Sorting By Ownership With MongoDB

Written by Pete Corey on Nov 16, 2015.

I sometimes find myself coming up against constraints or limitations imposed upon my software either through the tools that I’m using, or by a limited understanding of how to use those tools. In these situations we’re always given two options:

  1. Bend or reshape your solution to fit the constraint
  2. Maintain your design and overcome the limitation

A perfect example of this would be something as seemingly simple as sorting a collection of documents by ownership using MongoDB.

Let’s say we have a huge collection of documents in our database. An example document would look something like this:

{
  ownerId: "XuwWcLue9zom8DqEA",
  name: "Foo"
  ...
}

Each document is owned by a particular user (denoted by the ownerId field). On the front-end, we want to populate a table with these documents. The current user’s documents should appear first, secondarily sorted by the document’s name field, and all other documents should follow, sorted by their name.

Sorting by Ownership is Hard

There are a couple things going on here that make this a difficult problem. First thing’s first, “ownership” is a computed value.
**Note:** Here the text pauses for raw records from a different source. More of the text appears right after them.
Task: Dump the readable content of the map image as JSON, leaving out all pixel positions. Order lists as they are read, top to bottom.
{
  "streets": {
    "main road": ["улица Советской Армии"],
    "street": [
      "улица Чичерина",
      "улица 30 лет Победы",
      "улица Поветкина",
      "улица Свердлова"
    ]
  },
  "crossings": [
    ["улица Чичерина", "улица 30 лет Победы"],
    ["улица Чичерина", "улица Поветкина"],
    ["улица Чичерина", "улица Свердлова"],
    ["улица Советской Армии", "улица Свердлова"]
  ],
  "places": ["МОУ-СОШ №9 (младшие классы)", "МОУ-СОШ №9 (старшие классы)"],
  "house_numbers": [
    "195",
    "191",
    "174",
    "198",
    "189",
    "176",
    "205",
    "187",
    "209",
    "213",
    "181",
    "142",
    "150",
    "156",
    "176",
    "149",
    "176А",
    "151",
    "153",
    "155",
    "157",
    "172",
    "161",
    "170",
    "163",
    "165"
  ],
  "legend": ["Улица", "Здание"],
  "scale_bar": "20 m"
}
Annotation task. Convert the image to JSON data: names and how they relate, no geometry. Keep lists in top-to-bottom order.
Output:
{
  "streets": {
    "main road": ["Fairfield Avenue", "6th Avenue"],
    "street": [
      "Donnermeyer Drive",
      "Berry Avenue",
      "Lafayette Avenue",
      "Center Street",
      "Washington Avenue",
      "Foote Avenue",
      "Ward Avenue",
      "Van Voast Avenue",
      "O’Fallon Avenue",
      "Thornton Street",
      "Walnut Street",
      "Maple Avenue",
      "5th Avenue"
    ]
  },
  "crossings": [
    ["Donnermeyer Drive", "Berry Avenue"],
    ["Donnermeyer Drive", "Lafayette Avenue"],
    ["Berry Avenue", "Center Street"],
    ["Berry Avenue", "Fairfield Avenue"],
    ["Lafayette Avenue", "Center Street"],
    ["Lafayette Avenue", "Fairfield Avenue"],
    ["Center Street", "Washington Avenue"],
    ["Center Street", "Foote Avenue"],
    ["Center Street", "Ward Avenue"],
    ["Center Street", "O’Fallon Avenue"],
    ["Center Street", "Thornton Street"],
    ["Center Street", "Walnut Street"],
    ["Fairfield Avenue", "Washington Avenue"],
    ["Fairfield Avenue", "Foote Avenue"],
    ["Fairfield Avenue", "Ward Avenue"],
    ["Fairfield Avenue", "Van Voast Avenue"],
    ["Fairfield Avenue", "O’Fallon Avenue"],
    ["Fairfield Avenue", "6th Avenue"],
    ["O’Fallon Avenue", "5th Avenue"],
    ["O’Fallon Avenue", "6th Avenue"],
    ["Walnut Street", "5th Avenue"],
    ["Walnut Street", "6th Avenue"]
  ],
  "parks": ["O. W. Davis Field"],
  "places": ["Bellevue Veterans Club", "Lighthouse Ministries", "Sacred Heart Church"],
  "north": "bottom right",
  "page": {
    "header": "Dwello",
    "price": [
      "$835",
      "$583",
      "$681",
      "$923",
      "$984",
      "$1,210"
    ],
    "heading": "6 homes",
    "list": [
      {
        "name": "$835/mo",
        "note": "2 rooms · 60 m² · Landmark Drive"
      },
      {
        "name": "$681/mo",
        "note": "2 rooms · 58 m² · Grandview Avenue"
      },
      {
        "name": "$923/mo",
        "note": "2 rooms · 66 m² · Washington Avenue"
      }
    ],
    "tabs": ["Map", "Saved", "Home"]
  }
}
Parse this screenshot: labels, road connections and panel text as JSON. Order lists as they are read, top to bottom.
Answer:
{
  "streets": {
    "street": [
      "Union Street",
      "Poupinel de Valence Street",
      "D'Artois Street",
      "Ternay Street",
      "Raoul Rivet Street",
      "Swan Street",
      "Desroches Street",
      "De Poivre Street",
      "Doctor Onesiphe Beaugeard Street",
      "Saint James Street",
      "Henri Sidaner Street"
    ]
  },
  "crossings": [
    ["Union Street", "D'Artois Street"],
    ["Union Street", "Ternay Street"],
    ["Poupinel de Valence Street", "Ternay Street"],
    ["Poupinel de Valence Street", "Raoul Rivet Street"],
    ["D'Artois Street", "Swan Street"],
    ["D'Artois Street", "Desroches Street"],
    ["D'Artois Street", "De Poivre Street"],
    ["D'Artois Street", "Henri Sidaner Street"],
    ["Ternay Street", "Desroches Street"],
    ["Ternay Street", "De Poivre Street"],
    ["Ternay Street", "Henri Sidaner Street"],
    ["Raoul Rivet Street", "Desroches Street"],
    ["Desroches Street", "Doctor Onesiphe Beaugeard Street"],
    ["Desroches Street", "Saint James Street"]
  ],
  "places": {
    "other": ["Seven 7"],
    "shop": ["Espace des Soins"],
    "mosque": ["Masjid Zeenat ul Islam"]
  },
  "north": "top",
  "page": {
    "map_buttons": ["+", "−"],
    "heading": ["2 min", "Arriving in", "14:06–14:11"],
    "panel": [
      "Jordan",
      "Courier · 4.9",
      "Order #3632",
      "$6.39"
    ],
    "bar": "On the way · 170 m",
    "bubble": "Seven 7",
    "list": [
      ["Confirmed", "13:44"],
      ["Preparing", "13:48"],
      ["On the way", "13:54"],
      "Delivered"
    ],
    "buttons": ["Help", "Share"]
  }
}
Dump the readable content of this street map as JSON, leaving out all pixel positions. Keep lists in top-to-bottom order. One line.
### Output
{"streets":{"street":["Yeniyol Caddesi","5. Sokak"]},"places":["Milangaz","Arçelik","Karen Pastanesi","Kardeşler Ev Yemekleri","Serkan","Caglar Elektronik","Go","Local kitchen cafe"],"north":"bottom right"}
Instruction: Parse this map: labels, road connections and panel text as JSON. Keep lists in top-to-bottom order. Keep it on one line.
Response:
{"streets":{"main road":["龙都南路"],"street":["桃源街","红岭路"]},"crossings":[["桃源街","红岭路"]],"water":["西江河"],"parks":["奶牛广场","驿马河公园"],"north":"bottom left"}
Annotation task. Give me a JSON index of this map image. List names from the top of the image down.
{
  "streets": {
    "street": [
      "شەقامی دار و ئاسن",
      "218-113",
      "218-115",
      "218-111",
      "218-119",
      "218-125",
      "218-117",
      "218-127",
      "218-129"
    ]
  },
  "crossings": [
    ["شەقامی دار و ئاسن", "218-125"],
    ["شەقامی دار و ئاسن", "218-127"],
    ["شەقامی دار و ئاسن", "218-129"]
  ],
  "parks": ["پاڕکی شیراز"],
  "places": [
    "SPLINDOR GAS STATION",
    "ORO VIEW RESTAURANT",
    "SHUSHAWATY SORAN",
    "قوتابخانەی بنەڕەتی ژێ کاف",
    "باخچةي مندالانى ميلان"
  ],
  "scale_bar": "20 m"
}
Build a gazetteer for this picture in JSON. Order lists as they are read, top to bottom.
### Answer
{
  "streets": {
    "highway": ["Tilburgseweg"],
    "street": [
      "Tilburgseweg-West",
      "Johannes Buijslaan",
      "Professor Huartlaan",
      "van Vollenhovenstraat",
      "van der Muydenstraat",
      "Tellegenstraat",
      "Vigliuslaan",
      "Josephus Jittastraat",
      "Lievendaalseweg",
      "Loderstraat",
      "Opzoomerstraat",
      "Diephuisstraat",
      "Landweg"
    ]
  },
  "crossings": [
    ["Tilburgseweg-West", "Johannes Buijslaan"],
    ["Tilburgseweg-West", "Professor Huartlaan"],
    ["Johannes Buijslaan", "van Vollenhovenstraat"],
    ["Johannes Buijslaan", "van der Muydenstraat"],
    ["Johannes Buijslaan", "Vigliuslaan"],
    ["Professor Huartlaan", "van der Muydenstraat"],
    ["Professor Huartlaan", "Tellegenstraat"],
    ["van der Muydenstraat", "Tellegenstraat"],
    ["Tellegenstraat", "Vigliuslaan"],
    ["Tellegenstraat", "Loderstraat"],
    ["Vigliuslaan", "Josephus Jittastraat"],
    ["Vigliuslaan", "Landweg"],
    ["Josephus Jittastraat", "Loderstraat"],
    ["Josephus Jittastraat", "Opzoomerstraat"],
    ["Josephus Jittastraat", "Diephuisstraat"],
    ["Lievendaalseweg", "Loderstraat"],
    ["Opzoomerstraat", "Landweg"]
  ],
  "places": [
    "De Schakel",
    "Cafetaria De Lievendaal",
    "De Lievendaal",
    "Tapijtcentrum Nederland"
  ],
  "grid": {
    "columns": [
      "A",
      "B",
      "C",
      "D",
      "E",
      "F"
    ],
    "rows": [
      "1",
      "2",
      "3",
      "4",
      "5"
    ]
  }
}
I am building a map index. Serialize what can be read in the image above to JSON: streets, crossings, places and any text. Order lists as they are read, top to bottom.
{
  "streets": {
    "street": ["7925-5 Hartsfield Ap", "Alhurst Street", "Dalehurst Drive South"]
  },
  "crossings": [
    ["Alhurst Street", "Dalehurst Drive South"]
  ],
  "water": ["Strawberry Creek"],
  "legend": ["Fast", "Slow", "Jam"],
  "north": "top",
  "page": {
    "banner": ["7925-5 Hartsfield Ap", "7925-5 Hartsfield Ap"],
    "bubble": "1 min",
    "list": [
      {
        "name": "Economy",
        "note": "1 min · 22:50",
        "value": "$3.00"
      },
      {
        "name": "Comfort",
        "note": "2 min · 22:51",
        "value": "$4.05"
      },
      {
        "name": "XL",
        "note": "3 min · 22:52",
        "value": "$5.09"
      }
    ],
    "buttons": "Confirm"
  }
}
You can’t determine if a document belongs to a user until you receive some input from the user; specifically their ID.

Unfortunately, while there are tools that let us attach computed values to our documents, we can’t search or sort on those fields at a database level. This also means that we can’t paginate our data off of those calculated fields.

The second issue is the size of our imaginary collection. If our collection were smaller, we could just pull everything into memory and (painfully) sort the documents ourselves:

Collection.find({}).sort(function(a, b) {
  if (a.ownerId === Meteor.userId()) {
    if (b.ownerId === Meteor.userId()) {
      return a.name < b.name ? -1 :
             a.name == b.name ? 0 : 1;
    }
    else {
      return -1;
    }
  }
  else if (b.ownerId === Meteor.userId()) {
    return 1;
  }
  else {
    return a.name < b.name ? -1 :
           a.name == b.name ? 0 : 1;
  }
});

Unfortunately, we have a very large number of documents, so pulling them all down into memory at once is unfeasible. This means that we need to sort and paginate our data in the database. See issue #1.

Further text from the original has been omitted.